Por otro lado, e incluso en ausencia de este tipo de efecto competitivo, las excepciones también distorsionan las decisiones políticas: los votantes excluidos pierden interés para informarse de las consecuencias de la correspondiente regla y es menos probable que se opongan. Como, en democracia, la calidad de las leyes depende de la mejor o peor información de los votantes, es de esperar que las excepciones masivas favorezcan así el que se adopten reglas socialmente perjudiciales. Si estoy en lo cierto, aunque las excepciones suelen usar como excusa que los costes de aplicar la ley a los individuos y pequeñas empresas son prohibitivos, en realidad, su verdadera razón de ser es de índole puramente política y va dirigida a aumentar la asimetría en la toma de decisiones legislativas. Al exceptuar a los empresarios individuales o a los empleadores de servicio doméstico, el legislador minimiza el coste electoral de sus tropelías redistributivas, casi siempre introducidas mediante reglas con efectos retroactivos. Es el caso, probablemente, de la obligación de conceder moratorias en el pago del alquiler o de la prohibición de desahuciar por impago. Estas excepciones ayudan a que la mayoría de los arrendadores se desinteresen de la nueva ley, agravando así el fallo de “acción colectiva” que hizo posible su adopción. Por el mismo motivo, nuestro Gobierno da instrucciones a la policía para proceder contra las ocupaciones de viviendas propiedad de particulares pero no si lo son de bancos y fondos de inversión. Cuanto más arbitraria y expropiatoria es una regla legal, es más probable que se exceptúe de su cumplimiento a los individuos y a las microempresas, no vayan a percatarse de que la regla es un disparate y cambien el sentido de su voto.
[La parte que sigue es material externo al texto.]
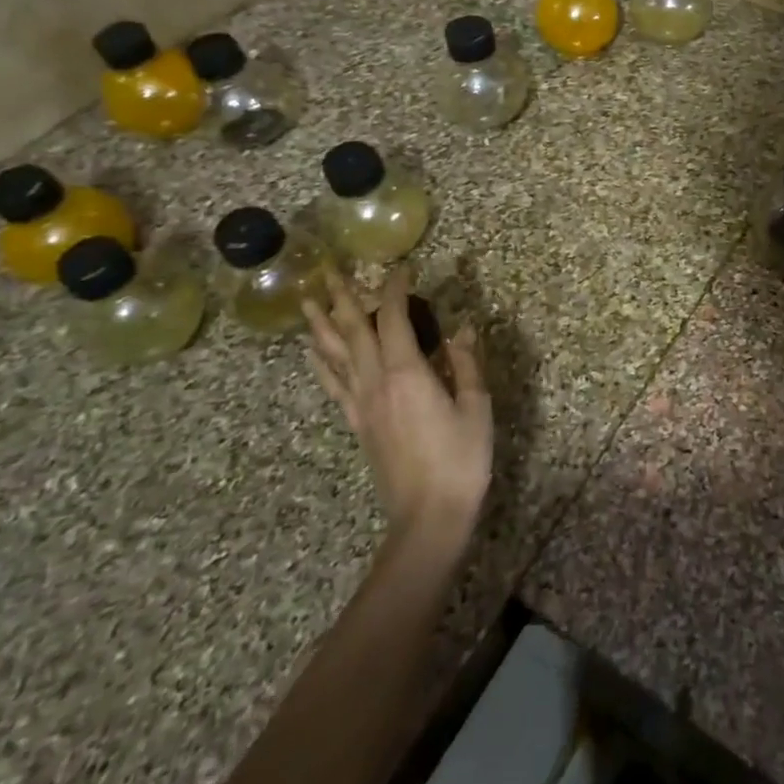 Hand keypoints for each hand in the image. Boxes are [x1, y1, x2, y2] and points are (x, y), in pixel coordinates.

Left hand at [304, 267, 492, 541]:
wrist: (428, 516)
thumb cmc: (460, 459)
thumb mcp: (476, 408)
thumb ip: (468, 364)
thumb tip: (462, 327)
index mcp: (407, 373)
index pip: (394, 319)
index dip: (395, 290)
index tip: (400, 268)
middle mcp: (377, 382)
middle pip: (354, 331)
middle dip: (343, 298)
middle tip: (329, 270)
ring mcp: (362, 404)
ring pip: (335, 355)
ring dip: (321, 325)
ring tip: (306, 301)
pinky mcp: (358, 424)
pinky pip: (334, 384)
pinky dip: (321, 363)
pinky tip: (314, 352) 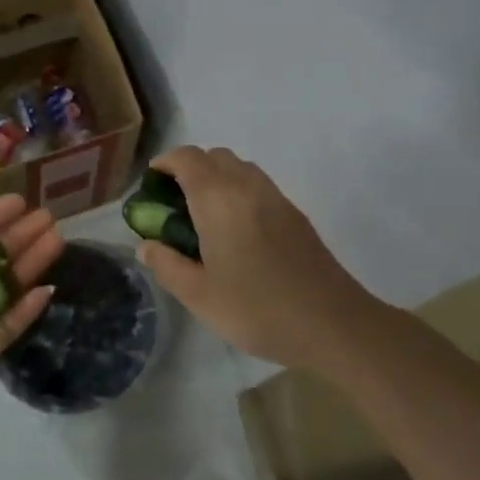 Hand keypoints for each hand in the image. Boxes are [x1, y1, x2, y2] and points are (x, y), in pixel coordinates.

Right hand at [136, 145, 383, 373]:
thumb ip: (167, 265)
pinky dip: (239, 192)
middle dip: (190, 169)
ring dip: (217, 179)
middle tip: (174, 204)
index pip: (187, 158)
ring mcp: (276, 198)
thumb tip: (146, 246)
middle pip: (214, 156)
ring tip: (204, 218)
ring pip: (240, 168)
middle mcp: (248, 187)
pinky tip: (236, 233)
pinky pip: (259, 186)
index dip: (165, 163)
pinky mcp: (295, 214)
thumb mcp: (199, 296)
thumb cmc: (258, 309)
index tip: (151, 185)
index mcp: (219, 199)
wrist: (333, 324) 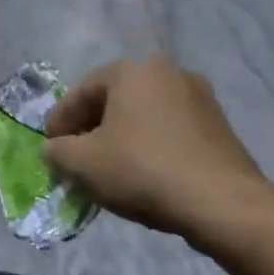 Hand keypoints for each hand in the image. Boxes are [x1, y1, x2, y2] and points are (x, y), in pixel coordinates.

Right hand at [42, 54, 273, 247]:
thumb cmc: (142, 170)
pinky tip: (143, 174)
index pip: (81, 91)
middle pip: (114, 100)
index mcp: (133, 70)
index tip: (50, 148)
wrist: (223, 204)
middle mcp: (169, 73)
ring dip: (121, 137)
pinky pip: (170, 131)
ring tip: (108, 168)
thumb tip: (55, 150)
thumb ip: (56, 151)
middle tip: (76, 157)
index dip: (59, 121)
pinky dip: (150, 147)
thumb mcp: (81, 163)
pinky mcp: (220, 127)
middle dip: (91, 128)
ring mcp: (200, 98)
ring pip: (144, 116) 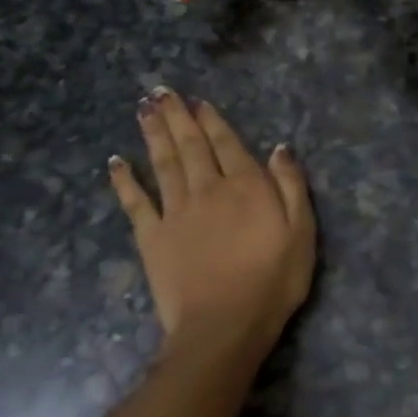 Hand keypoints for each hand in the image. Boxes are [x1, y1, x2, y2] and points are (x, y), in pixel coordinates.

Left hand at [109, 90, 315, 377]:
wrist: (224, 325)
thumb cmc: (272, 281)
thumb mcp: (302, 232)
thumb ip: (291, 186)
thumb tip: (279, 148)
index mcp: (246, 186)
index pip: (227, 144)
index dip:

La generalización del fenómeno acaba favoreciendo un minifundismo económico muy ineficiente. Además, se crea la ocasión para un nuevo fallo político, pues los legisladores y sus acólitos intelectuales pueden empezar a quejarse de que nuestras empresas no crecen y de que el “modelo productivo” es antiguo. Se dotan así de una excusa para planificar cómo modernizarlo, crear organismos donde colocarse y subvencionar sus ocurrencias favoritas. Pero no les culpe solo a ellos, que son modelos de obediencia —bien que tramposa— al ciudadano. Culpe también a este último, pues, instalado en una apatía tan egoísta como inconsciente, está dispuesto a regalar su voto por una excepción que, amén de un dudoso valor individual, tiene un valor social rotundamente negativo.